Ecker is in his first year working with Yastrzemski, but he's no stranger to his story. While working for the Cincinnati Reds last year, Ecker talked often with catcher Curt Casali, one of Yastrzemski's Vanderbilt teammates and close friends.
"I kind of got fascinated with his story," Ecker said. "I studied him and you kind of saw the ingredients that got him up to San Francisco, but now once you're around him, I think you just double-click into who he is and we're not surprised to see him performing the way he's performing."
[BALK TALK: Listen to the latest episode]
Some of those ingredients, Ecker said, are thoughtfulness, intelligence, maintenance of his body, and a seriousness about his career and getting better. The last one has added another important tool for Yastrzemski this season.
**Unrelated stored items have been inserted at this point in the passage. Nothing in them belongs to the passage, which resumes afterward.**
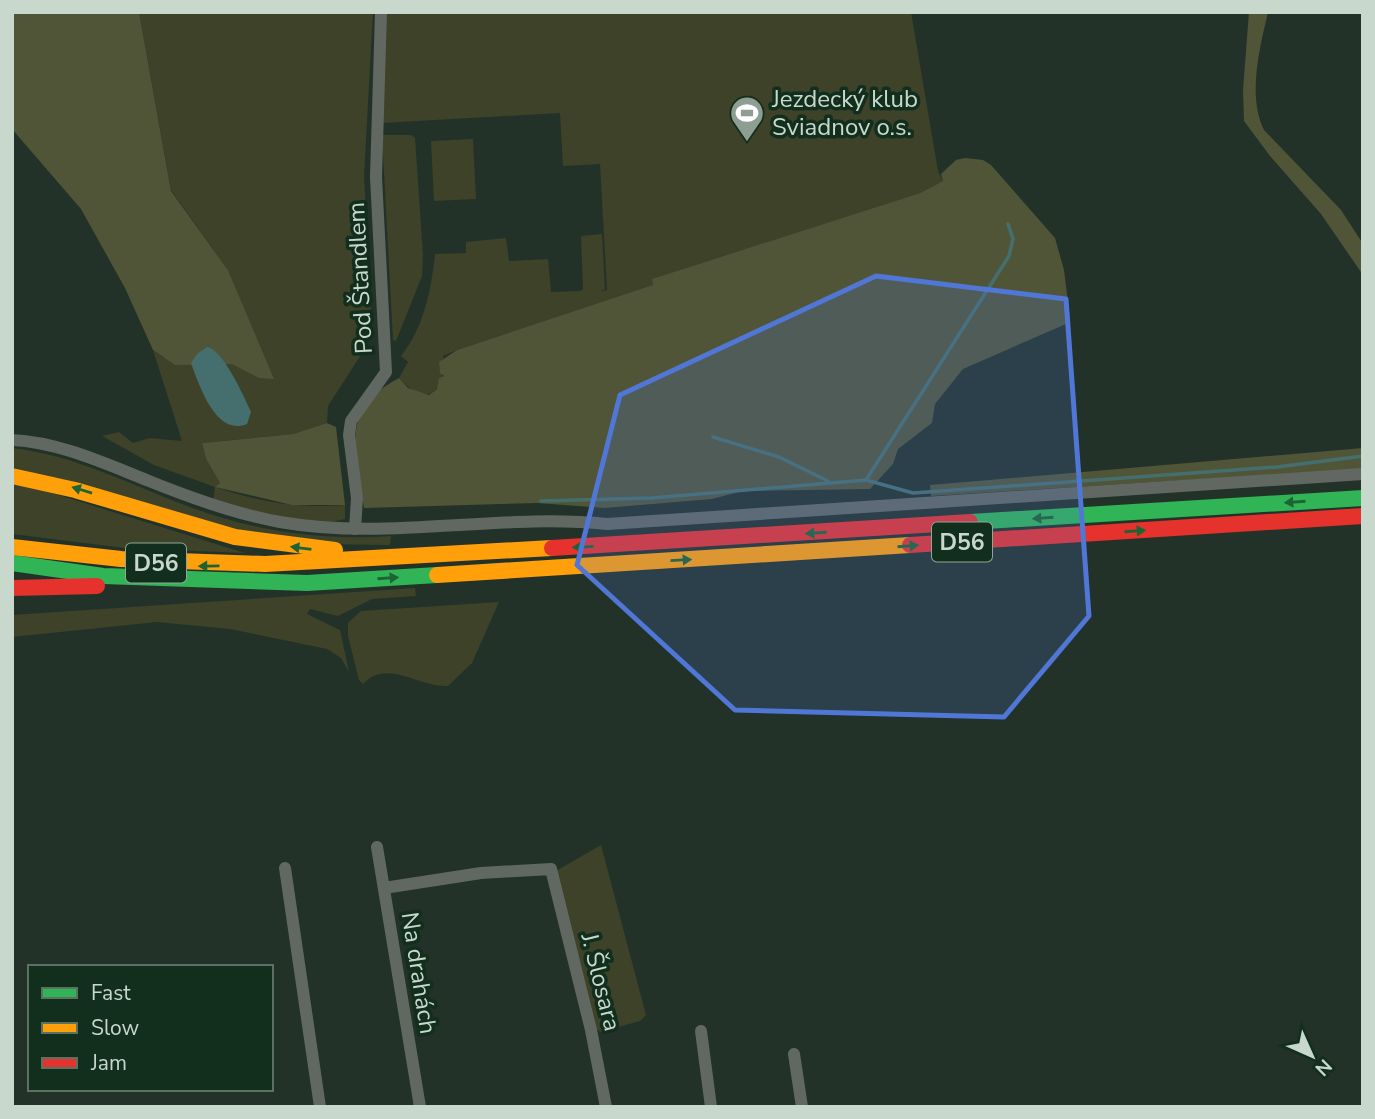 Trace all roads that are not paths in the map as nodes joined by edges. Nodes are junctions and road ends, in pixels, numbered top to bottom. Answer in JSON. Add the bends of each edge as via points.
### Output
{"nodes":[{"id":1,"x":381,"y":12,"type":"edge"},
{"id":2,"x":12,"y":440,"type":"edge"},
{"id":3,"x":1363,"y":474,"type":"edge"},
{"id":4,"x":12,"y":476,"type":"edge"},
{"id":5,"x":1363,"y":498,"type":"edge"},
{"id":6,"x":1363,"y":516,"type":"edge"},
{"id":7,"x":355,"y":530,"type":"junction"},
{"id":8,"x":12,"y":547,"type":"edge"},
{"id":9,"x":467,"y":554,"type":"junction"},
{"id":10,"x":12,"y":563,"type":"edge"},
{"id":11,"x":198,"y":582,"type":"junction"},
{"id":12,"x":12,"y":588,"type":"edge"},
{"id":13,"x":377,"y":847,"type":"dead end"},
{"id":14,"x":285,"y":868,"type":"dead end"},
{"id":15,"x":384,"y":888,"type":"junction"},
{"id":16,"x":701,"y":1031,"type":"dead end"},
{"id":17,"x":794,"y":1054,"type":"dead end"},
{"id":18,"x":320,"y":1107,"type":"edge"},
{"id":19,"x":420,"y":1107,"type":"edge"},
{"id":20,"x":606,"y":1107,"type":"edge"},
{"id":21,"x":711,"y":1107,"type":"edge"},
{"id":22,"x":802,"y":1107,"type":"edge"}],
"edges":[{"from":1,"to":7,"type":"street","name":"Pod Štandlem","via":[[376,177],[386,372],[351,421]]},
{"from":2,"to":7,"type":"street","via":[[87,457],[242,513]]},
{"from":3,"to":7,"type":"street","via":[[607,524],[561,519]]},
{"from":9,"to":4,"type":"highway","one_way":true,"via":[[328,550],[265,543],[174,522],[62,484]]},
{"from":5,"to":9,"type":"highway","number":"D56","one_way":true},
{"from":11,"to":6,"type":"highway","number":"D56","one_way":true,"via":[[307,583]]},
{"from":9,"to":8,"type":"highway","number":"D56","one_way":true,"via":[[198,566]]},
{"from":10,"to":11,"type":"highway","number":"D56","via":[[103,576]]},
{"from":11,"to":12,"type":"highway"},
{"from":13,"to":15,"type":"street","name":"Na drahách"},
{"from":14,"to":18,"type":"street"},
{"from":15,"to":19,"type":"street","name":"Na drahách"},
{"from":15,"to":20,"type":"street","name":"J. Šlosara","via":[[481,873],[551,869]]},
{"from":16,"to":21,"type":"street"},
{"from":17,"to":22,"type":"street"}]}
Yastrzemski is swinging at 13 percent fewer pitches this season. After swinging at 29 percent of the pitches he saw outside of the zone last year, Yastrzemski is down to 18 percent. Above everything else, the new hitting coaches want the Giants to focus on making good swing decisions, and Yastrzemski is doing that early on.
"It's more of a mental thing, trying to game plan against pitchers, and our hitting staff has been unbelievable with that. They're coming up with plans to help us stay locked in and figure out what we should be swinging at, what we need to be taking," Yastrzemski said.
That improvement has made Yastrzemski a perfect fit atop the lineup for manager Gabe Kapler, who said he has found that he can move Yastrzemski from first to third in the order, or right field to center field, without the 29-year-old blinking an eye.
Yastrzemski started three games this week in center at Coors Field, a spot that will always hold special meaning in his career. In Milwaukee last July 14, Bruce Bochy called Yastrzemski into his office and told him he would be headed back to Triple-A. Yastrzemski packed his bags, but when Alex Dickerson's back flared up, he ended up on the chartered flight to Denver instead. He made the most of the lifeline, picking up four hits in the first game of that series and nine in 20 total at-bats while playing every inning of a grueling four-game series. That was only the beginning.
[RELATED: Kapler breaks down his in-game strategy]
Since that first day in Denver, Yastrzemski ranks 10th in the majors with 3.5 WAR. He has a .382 on-base percentage and 19 homers in 81 games, which is why as the Giants walk into Dodger Stadium tonight, they'll do so behind a 29-year-old who very quietly has turned into a star since getting his latest second chance.
It all started with a meeting in the visiting clubhouse in Milwaukee. Yastrzemski said he hasn't forgotten the message Bochy delivered that day.
"He said this isn't the last time we're going to see you," he said. "And he wasn't wrong."